[Records from a collection]

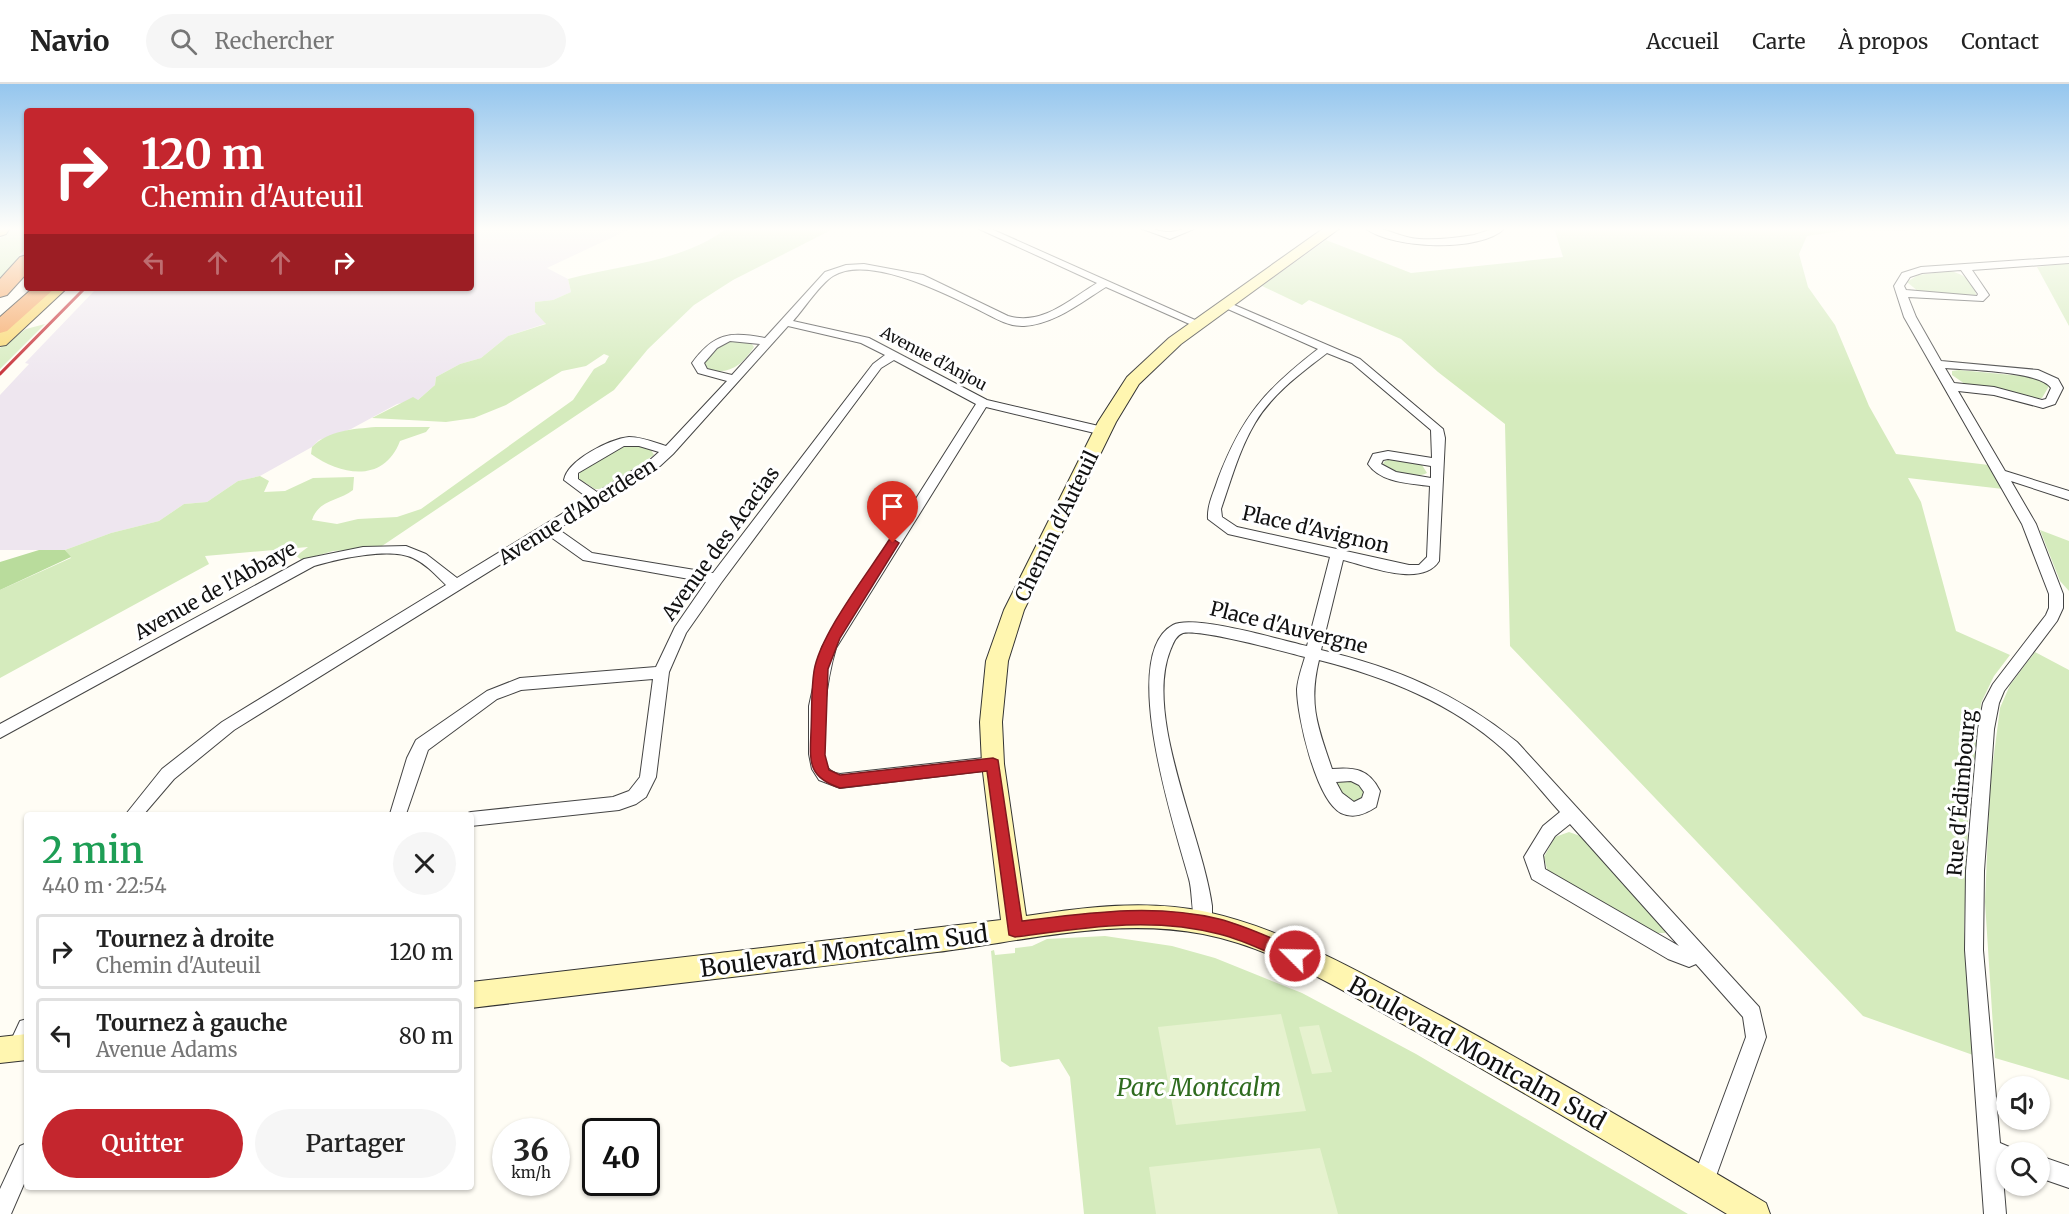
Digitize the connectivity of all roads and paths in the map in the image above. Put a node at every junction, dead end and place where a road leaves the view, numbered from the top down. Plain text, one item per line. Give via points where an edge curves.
1 (822, 281) edge
2 (927, 281) edge
3 (1100, 281) edge
4 (1258, 281) edge
5 (1901, 281) edge
6 (1975, 281) edge
7 (1105, 283) junction
8 (24, 284) edge
9 (42, 291) edge
10 (55, 291) edge
11 (1900, 293) junction
12 (1225, 304) junction
13 (0, 310) edge
14 (784, 322) junction
15 (1197, 324) junction
16 (0, 327) edge
17 (0, 341) edge
18 (767, 342) junction
19 (1326, 348) junction
20 (893, 355) junction
21 (1937, 364) junction
22 (734, 379) junction
23 (1950, 386) junction
24 (983, 403) junction
25 (1103, 431) junction
26 (669, 451) junction
27 (1438, 463) junction
28 (2002, 475) junction
29 (1437, 483) junction
30 (2069, 496) edge
31 (599, 500) junction
32 (550, 530) junction
33 (1337, 555) junction
34 (716, 579) junction
35 (457, 586) junction
36 (2063, 596) edge
37 (1311, 655) junction
38 (661, 672) junction
39 (0, 732) edge
40 (993, 764) junction
41 (1326, 776) dead end
42 (136, 812) edge
43 (399, 812) edge
44 (1573, 814) junction
45 (474, 819) edge
46 (1203, 922) junction
47 (1015, 929) junction
48 (1699, 954) junction
49 (474, 995) edge
50 (1997, 1142) edge
51 (24, 1160) edge
52 (2050, 1170) edge
53 (2069, 1177) edge
54 (1703, 1182) junction
55 (1996, 1196) edge
56 (0, 1213) edge
57 (1755, 1214) edge
58 (1995, 1214) edge

1 - 14 street, Avenue d'Aberdeen
2 - 7 street, Avenue d'Aberdeen via 1022,323 1045,320
3 - 7 street
4 - 12 street, Chemin d'Auteuil
5 - 11 street
6 - 11 street via 1984,295 1979,299
7 - 15 street
8 - 13 highway
9 - 16 highway
10 - 17 main road
11 - 21 street, Rue d'Édimbourg
12 - 15 street, Chemin d'Auteuil
12 - 19 street, Place d'Avignon
14 - 18 street, Avenue d'Aberdeen
14 - 20 street, Avenue d'Anjou via 859,338
15 - 25 street, Chemin d'Auteuil via 1139,374
18 - 22 street, Avenue d'Aberdeen
18 - 22 street via 738,336 724,338 698,363 702,371
19 - 27 street, Place d'Avignon via 1356,361 1430,421 1438,433
19 - 33 street, Place d'Avignon via 1276,390 1253,417 1240,441 1214,514 1219,524 1233,531
20 - 24 street, Avenue d'Anjou
20 - 34 street, Avenue des Acacias via 876,366
21 - 23 street, Rue d'Édimbourg
21 - 23 street via 2038,374 2054,382 2056,388 2051,401 2043,404 1994,391
22 - 26 street, Avenue d'Aberdeen
23 - 28 street, Rue d'Édimbourg
24 - 25 street, Avenue d'Anjou
24 - 40 street via 829,646 819,680 817,755 823,773 840,781
25 - 40 street, Chemin d'Auteuil via 1004,637 992,699
26 - 31 street, Avenue d'Aberdeen
26 - 31 street via 625,440 577,467 571,480
27 - 29 street, Place d'Avignon
27 - 29 street via 1388,455 1377,457 1374,464 1385,474
28 - 30 street
28 - 36 street, Rue d'Édimbourg
29 - 33 street, Place d'Avignon via 1434,557 1429,566 1409,570
31 - 32 street, Avenue d'Aberdeen
32 - 34 street via 588,557
32 - 35 street, Avenue d'Aberdeen
33 - 37 street
34 - 38 street, Avenue des Acacias via 685,623
35 - 39 street, Avenue de l'Abbaye via 419,555 407,551 337,555 309,562
35 - 42 street, Avenue d'Aberdeen via 216,735 168,774
36 - 50 street, Rue d'Édimbourg via 1994,695 1986,729 1974,909 1977,988
37 - 41 street via 1305,707
37 - 44 street, Place d'Auvergne via 1404,680 1463,708 1511,747
37 - 46 street, Place d'Auvergne via 1194,627 1180,628 1166,640 1158,676 1158,721 1200,887
38 - 43 street via 520,684 492,695 422,745
38 - 45 street, Avenue des Acacias via 648,777 637,795 613,804
40 - 47 street, Chemin d'Auteuil
44 - 48 street, Place d'Auvergne
44 - 48 street via 1556,822 1544,836 1533,856 1538,874 1675,952 1689,958
46 - 47 street, Boulevard Montcalm Sud via 1135,915
46 - 54 street, Boulevard Montcalm Sud via 1269,945 1340,977 1521,1075
47 - 49 street, Boulevard Montcalm Sud
48 - 54 street, Place d'Auvergne via 1746,1005 1757,1029
51 - 56 street
52 - 53 street
54 - 57 street, Boulevard Montcalm Sud
55 - 58 street, Rue d'Édimbourg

■ Exercise aim:
Say how many lines of the preceding data include the word "Aberdeen". The number is the whole answer.

■ Written solution:
9